CD Quality - 16 bit / 44.1 khz

“Solo piano performance takes me back to my earliest roots, and allows for perhaps the most intensely personal musical statement.” - Denny Zeitlin

We know from Greek mythology that a labyrinth is a maze that seemingly never ends. When a musician performs before an audience, he/she leads the listener through the maze-thread of his/her artistic mind with artistic fulfillment beaming at the exit point.

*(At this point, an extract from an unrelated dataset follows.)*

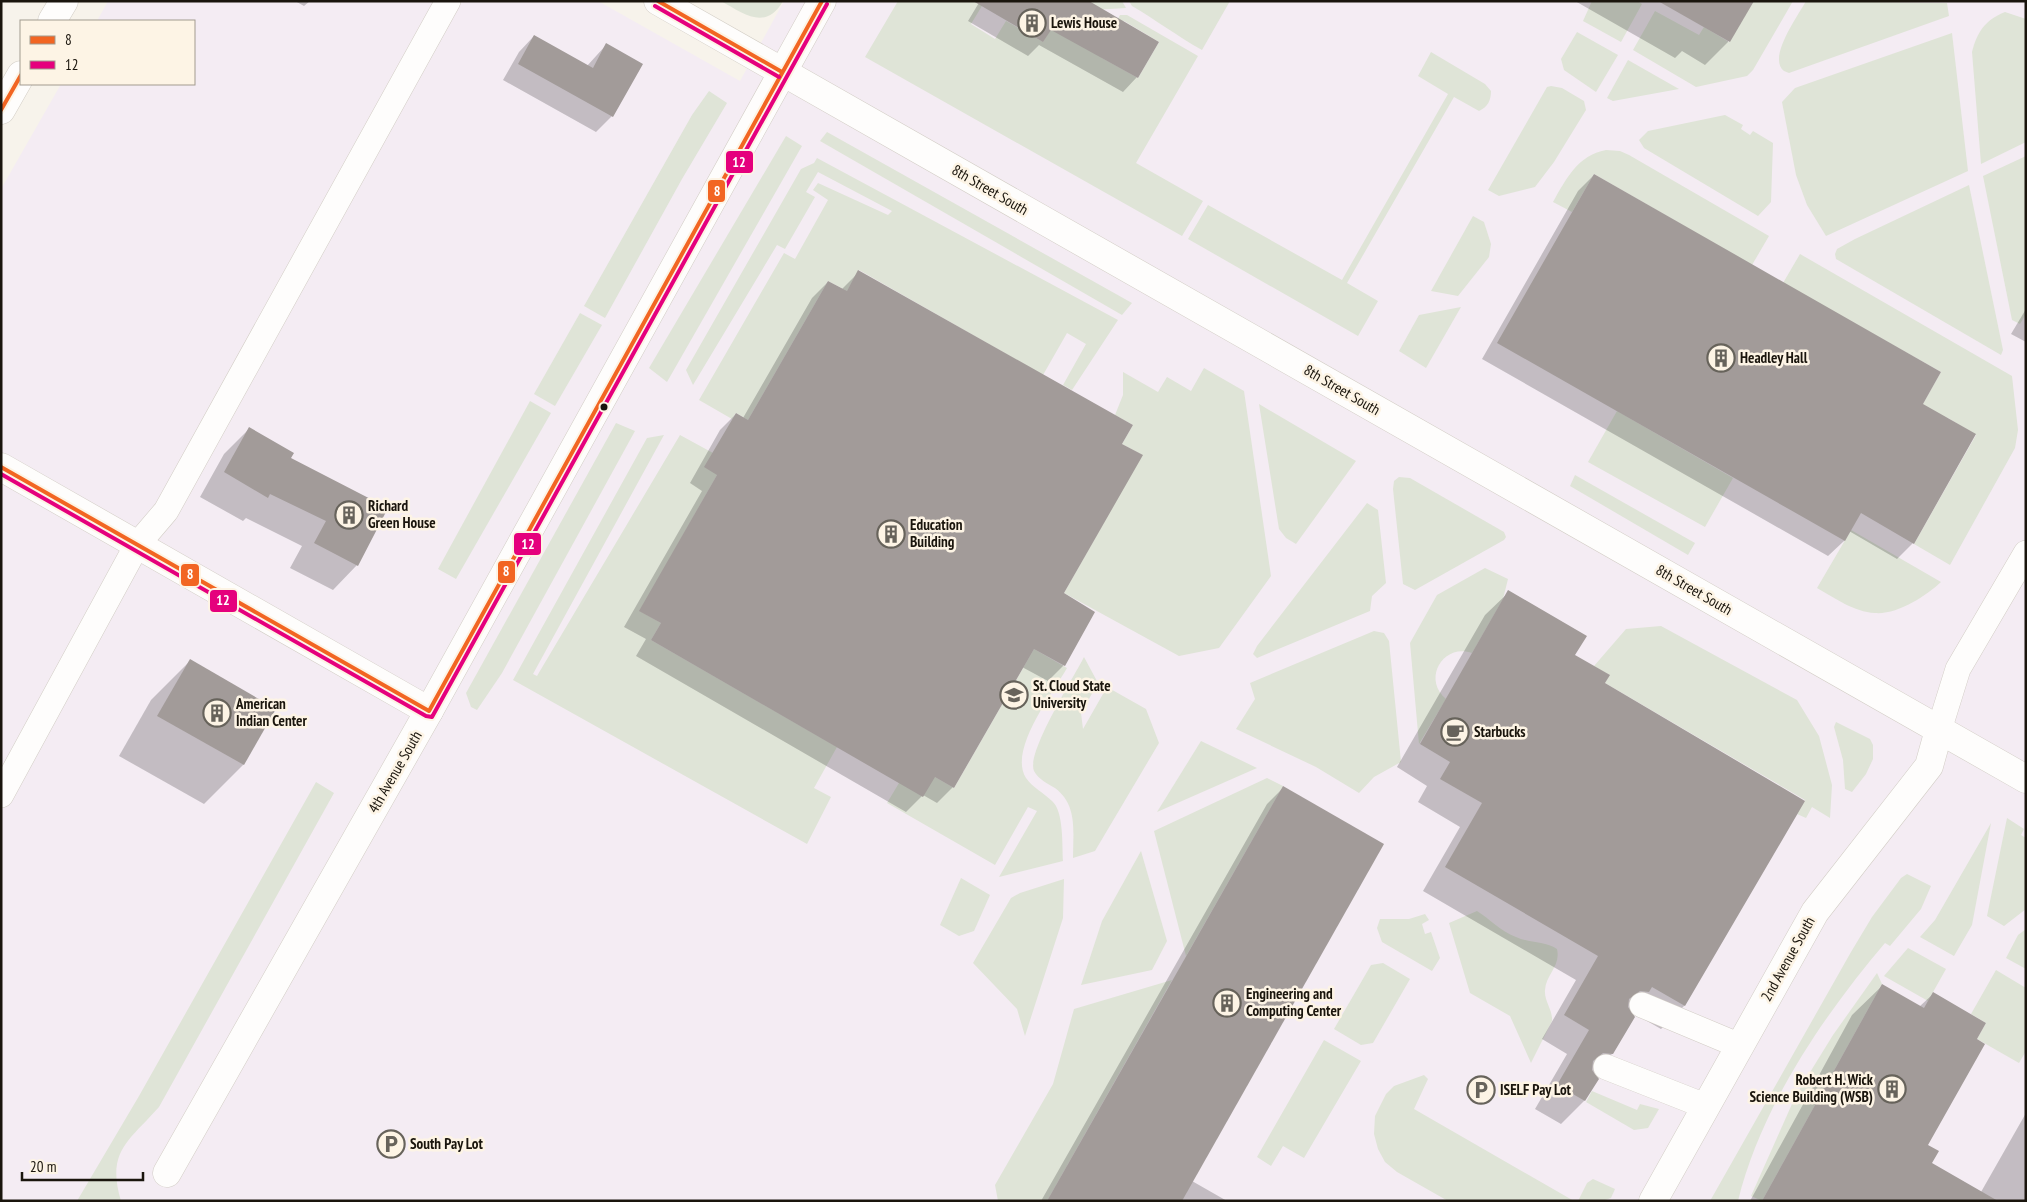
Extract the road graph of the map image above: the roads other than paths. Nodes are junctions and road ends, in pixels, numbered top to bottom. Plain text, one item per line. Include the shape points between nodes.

The Labyrinth has a special meaning for the celebrated pianist/composer/psychiatrist Denny Zeitlin, a composer of import and an artist with more than sixteen recordings as a leader and who has worked/recorded with many, including Charlie Haden, Herbie Hancock, and Pat Metheny. Labyrinth is the name of a composition he originally recorded in the sixties with bassist Charlie Haden and drummer Jerry Granelli, and it is the title of his second solo piano release on Sunnyside Records. The album was recorded in July 2008 in Sebastopol, California as part of Ernie Shelton's House Concerts, a special series of home-centered performances for small audiences.

“While I've enjoyed the excitement involved in walking out on a stage to a huge audience, I have also cherished the unique intimacy created in smaller settings, such as a room in someone's home, filled with less than 100 people,” Zeitlin writes in the CD liner notes. “And if those people are willing to reach out and meet the music halfway, then boundaries between player, instrument, room, and audience can easily dissolve, and some very deep, rich music may occur. Ernie Shelton's House Concerts provided this atmosphere, and I believe something special emerged.”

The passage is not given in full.